I remained for some time lost in the sort of insensibility belonging to
a first sleep; at last some vague and broken sensations came over me.
It seemed to me that the day grew darker, that the air became colder.
I half perceived bushes covered with the scarlet berries which foretell
the coming of winter. I walked on a dreary road, bordered here and there
with juniper-trees white with frost. Then the scene suddenly changed.
I was in the diligence; the cold wind shook the doors and windows; the
trees, loaded with snow, passed by like ghosts; in vain I thrust my
benumbed feet into the crushed straw. At last the carriage stopped, and,
by one of those stage effects so common in sleep, I found myself alone in
a barn, without a fireplace, and open to the winds on all sides. I saw
again my mother's gentle face, known only to me in my early childhood,
the noble and stern countenance of my father, the little fair head of my
sister, who was taken from us at ten years old; all my dead family lived
again around me; they were there, exposed to the bitings of the cold and
to the pangs of hunger. My mother prayed by the resigned old man, and my
sister, rolled up on some rags of which they had made her a bed, wept in
silence, and held her naked feet in her little blue hands.

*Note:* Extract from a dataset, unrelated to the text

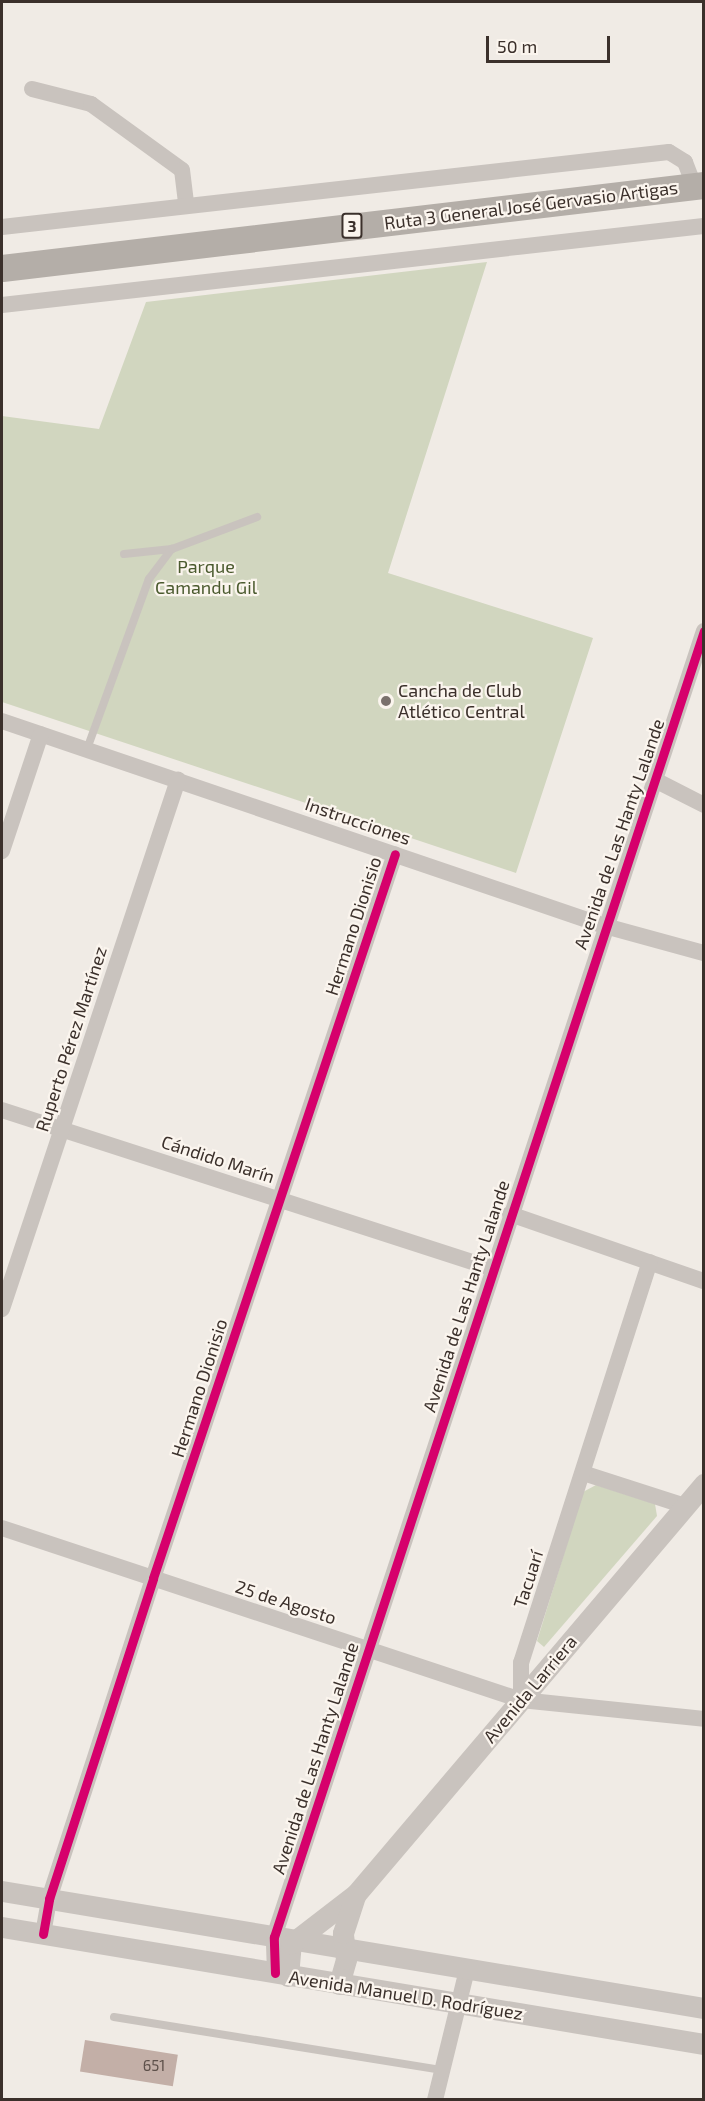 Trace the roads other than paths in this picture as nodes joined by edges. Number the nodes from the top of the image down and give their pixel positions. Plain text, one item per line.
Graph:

It was a page from the book I had just read transferred into my own
existence.

My heart was oppressed with inexpressible anguish. Crouched in a corner,
with my eyes fixed upon this dismal picture, I felt the cold slowly
creeping upon me, and I said to myself with bitterness:

"Let us die, since poverty is a dungeon guarded by suspicion, apathy, and
contempt, and from which it is vain to try to escape; let us die, since
there is no place for us at the banquet of the living!"